Over the past two months, annual inflation has decreased, reaching 10% by the end of November. The main contributor to this decline was the stabilization of food prices. However, there are still risks of rising costs for services and non-food goods, driven by high aggregate demand supported by consumer and investor activity.
Additional pressure on inflation is exerted by changes in prices for essential consumer goods and the secondary effects of the liberalization of energy tariffs amid seasonal cooling. In November, inflation expectations among the population and businesses increased, reaching 13.7% and 12.7%, respectively.
Core inflation has remained around 7.0% over the past four months, reflecting the stable influence of demand factors. The rise in prices for services and non-food goods, along with an increase in retail turnover and the service sector, confirms this trend. Aggregate demand continues to put pressure on inflation, supported by rising wages, increased cross-border transfers, and high investment activity.
As a result, in the second half of 2024, the gross domestic product is showing steady growth. For the year, GDP is expected to increase by 6–6.5%.
Containing inflation amid rising real incomes requires maintaining a balance between supply and demand. This necessitates the preservation of the current tight monetary conditions.
The current levels of interest rates in the money market and the yields on government bonds indicate a stringent monetary policy.

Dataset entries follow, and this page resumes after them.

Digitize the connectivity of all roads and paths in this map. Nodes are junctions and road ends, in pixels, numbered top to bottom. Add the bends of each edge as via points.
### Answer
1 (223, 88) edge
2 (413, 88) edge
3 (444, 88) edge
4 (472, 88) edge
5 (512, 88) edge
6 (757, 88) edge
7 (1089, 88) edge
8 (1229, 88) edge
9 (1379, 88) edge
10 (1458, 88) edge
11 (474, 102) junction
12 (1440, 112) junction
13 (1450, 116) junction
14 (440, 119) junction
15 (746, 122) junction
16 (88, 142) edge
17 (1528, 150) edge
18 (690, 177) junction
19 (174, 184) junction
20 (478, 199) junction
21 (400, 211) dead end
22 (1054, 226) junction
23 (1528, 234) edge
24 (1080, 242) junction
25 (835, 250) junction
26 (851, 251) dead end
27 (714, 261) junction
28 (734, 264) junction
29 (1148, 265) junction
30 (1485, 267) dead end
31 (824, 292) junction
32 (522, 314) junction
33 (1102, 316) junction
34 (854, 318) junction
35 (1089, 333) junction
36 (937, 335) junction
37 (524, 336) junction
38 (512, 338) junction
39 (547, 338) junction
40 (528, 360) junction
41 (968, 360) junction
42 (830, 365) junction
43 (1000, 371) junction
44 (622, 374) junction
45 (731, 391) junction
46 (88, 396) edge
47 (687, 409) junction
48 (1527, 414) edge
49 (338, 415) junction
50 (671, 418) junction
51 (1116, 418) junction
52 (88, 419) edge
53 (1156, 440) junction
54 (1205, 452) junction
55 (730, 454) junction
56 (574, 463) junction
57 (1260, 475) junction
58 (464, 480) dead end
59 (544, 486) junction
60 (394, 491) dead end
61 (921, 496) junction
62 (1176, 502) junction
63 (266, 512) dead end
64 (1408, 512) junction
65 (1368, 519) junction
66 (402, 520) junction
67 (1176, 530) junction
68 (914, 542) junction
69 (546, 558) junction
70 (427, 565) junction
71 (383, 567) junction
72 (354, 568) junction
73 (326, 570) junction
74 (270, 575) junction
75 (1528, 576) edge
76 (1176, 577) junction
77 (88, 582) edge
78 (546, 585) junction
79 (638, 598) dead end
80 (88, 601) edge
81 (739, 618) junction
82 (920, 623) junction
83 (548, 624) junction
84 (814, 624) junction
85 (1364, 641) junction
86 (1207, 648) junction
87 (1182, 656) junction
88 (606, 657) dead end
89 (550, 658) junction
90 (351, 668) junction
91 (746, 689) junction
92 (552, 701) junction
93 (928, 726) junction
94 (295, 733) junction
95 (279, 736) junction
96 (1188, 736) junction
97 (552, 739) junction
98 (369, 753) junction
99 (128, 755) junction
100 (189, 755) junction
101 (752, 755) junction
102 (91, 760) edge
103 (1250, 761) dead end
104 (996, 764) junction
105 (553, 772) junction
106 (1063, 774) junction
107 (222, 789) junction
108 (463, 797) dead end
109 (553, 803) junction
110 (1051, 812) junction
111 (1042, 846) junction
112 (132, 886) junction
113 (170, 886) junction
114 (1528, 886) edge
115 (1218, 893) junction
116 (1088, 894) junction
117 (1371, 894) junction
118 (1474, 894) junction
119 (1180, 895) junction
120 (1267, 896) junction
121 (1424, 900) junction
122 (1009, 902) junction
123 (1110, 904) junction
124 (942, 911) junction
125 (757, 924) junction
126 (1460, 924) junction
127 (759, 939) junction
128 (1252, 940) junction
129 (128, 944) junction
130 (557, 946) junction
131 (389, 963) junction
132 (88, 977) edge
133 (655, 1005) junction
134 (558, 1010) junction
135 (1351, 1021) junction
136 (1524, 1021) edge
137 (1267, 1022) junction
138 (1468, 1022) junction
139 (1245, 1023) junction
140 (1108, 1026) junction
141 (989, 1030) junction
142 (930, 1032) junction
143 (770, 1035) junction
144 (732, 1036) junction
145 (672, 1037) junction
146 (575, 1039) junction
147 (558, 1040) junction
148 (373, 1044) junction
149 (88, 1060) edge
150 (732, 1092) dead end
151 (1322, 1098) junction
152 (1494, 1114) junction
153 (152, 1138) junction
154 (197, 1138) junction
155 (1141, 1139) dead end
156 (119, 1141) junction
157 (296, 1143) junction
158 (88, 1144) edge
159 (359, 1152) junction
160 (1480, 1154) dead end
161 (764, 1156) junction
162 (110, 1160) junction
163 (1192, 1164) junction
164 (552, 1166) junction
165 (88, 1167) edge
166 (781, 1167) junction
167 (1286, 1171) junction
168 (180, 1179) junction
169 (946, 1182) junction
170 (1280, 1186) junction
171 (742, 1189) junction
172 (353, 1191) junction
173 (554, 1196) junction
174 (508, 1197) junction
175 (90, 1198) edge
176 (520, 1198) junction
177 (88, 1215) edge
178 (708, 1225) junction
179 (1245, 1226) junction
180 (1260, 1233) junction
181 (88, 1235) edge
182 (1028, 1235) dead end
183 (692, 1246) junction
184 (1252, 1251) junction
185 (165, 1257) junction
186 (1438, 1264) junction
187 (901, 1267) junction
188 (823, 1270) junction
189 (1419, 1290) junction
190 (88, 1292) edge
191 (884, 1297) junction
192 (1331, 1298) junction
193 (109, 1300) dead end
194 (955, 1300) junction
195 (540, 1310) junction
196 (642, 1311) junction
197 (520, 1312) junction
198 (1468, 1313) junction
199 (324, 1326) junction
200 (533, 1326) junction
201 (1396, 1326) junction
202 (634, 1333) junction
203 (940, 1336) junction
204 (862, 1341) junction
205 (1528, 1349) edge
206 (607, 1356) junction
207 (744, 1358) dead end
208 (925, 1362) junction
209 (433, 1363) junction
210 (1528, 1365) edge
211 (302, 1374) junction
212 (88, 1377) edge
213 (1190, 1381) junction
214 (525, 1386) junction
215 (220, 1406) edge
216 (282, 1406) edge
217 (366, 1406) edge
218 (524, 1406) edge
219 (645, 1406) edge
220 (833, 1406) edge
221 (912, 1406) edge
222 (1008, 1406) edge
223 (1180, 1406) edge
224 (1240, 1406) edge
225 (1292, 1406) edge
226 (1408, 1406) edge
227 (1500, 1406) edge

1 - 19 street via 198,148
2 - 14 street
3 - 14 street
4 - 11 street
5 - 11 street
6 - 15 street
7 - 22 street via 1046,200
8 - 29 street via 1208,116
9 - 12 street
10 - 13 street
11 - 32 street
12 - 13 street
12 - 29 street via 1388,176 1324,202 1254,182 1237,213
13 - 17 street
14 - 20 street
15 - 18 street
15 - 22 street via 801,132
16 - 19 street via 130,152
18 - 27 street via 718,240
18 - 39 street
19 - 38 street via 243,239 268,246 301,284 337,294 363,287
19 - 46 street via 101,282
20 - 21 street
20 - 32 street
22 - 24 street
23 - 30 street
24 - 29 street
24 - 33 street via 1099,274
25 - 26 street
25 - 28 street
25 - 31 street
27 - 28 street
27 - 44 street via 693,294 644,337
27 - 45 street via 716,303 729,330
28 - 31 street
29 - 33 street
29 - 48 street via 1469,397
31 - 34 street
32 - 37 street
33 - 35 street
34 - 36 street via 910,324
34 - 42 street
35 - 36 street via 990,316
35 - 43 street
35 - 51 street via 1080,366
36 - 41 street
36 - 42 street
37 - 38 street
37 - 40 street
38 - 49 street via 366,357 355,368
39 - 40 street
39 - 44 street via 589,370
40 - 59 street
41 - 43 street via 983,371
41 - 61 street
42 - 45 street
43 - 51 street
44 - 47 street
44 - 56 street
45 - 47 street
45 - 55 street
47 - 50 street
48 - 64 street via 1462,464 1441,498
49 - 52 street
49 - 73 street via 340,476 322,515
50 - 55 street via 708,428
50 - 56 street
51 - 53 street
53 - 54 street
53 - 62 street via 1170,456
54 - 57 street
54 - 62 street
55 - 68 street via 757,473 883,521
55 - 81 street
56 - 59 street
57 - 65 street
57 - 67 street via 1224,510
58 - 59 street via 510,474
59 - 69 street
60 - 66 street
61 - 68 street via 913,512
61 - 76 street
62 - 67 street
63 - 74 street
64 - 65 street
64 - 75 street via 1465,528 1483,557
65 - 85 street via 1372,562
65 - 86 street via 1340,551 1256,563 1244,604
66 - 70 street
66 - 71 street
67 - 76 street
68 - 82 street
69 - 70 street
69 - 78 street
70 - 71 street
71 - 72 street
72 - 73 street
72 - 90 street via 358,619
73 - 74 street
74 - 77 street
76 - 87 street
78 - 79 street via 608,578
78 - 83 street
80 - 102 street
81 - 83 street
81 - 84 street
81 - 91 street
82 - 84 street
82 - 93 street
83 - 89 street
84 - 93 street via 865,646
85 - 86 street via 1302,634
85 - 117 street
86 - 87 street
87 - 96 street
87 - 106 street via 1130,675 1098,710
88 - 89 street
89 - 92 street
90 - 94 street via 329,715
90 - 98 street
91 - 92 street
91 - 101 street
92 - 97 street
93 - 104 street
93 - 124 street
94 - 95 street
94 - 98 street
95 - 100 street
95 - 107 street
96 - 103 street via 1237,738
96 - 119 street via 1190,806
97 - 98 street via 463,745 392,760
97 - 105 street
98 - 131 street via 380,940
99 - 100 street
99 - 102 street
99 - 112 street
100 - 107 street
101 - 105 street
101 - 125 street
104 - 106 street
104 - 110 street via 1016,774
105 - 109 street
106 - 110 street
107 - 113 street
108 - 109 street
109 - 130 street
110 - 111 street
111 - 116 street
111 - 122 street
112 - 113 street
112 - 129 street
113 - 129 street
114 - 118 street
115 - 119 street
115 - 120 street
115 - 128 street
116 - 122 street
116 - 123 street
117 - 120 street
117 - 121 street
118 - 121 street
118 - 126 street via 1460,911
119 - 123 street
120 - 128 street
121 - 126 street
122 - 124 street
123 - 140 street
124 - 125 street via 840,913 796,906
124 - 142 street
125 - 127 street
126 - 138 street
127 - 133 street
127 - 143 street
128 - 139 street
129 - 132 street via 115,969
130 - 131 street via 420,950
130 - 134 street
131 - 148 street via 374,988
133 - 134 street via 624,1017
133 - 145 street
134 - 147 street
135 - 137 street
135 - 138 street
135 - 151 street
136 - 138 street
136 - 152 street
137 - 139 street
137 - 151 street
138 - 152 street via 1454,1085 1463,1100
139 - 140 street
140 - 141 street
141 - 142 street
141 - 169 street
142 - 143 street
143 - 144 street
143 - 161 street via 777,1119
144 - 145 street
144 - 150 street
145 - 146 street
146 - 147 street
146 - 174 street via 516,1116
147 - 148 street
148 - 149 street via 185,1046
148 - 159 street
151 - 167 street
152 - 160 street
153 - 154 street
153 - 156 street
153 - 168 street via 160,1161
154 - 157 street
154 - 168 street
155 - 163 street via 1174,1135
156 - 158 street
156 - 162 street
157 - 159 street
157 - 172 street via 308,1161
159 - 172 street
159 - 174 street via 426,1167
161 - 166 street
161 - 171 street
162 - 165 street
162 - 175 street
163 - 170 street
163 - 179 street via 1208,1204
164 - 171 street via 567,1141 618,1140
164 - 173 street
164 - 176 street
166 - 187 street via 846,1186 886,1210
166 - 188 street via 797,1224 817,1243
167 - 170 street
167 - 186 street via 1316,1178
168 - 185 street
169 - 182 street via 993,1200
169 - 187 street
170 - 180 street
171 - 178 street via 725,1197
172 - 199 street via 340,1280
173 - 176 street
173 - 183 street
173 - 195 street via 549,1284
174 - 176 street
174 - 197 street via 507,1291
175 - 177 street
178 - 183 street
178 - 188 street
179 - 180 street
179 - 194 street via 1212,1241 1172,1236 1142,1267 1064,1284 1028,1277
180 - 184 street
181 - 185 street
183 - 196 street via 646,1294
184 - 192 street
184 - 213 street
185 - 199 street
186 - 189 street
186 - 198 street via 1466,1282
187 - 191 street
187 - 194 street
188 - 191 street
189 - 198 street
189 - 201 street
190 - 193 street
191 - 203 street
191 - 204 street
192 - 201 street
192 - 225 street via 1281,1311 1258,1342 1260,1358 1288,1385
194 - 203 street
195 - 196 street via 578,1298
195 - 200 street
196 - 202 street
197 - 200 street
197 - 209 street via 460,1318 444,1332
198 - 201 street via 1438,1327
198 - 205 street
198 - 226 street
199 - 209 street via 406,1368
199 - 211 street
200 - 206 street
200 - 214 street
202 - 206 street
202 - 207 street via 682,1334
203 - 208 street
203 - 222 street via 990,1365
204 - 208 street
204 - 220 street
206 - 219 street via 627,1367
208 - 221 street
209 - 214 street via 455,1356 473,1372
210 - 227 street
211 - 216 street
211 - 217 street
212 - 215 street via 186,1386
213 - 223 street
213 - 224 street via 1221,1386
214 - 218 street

High real interest rates encourage savings among the population, while moderate growth rates in lending and deposits help balance aggregate demand, reducing the impact of monetary factors on inflation.
Considering these factors, the Central Bank has decided to maintain the key rate at 13.5% per annum.
In the medium term, monetary policy will continue to uphold the level of tightness necessary for a sustainable reduction of inflation to the target of 5%. Special attention will be paid to the balance of supply and demand, inflation expectations, and the pace of structural reforms.
If the risks of increased demand and inflationary pressure rise in future quarters, the Central Bank may consider the possibility of raising the key rate.
The next board meeting regarding the key rate is scheduled for January 23, 2025.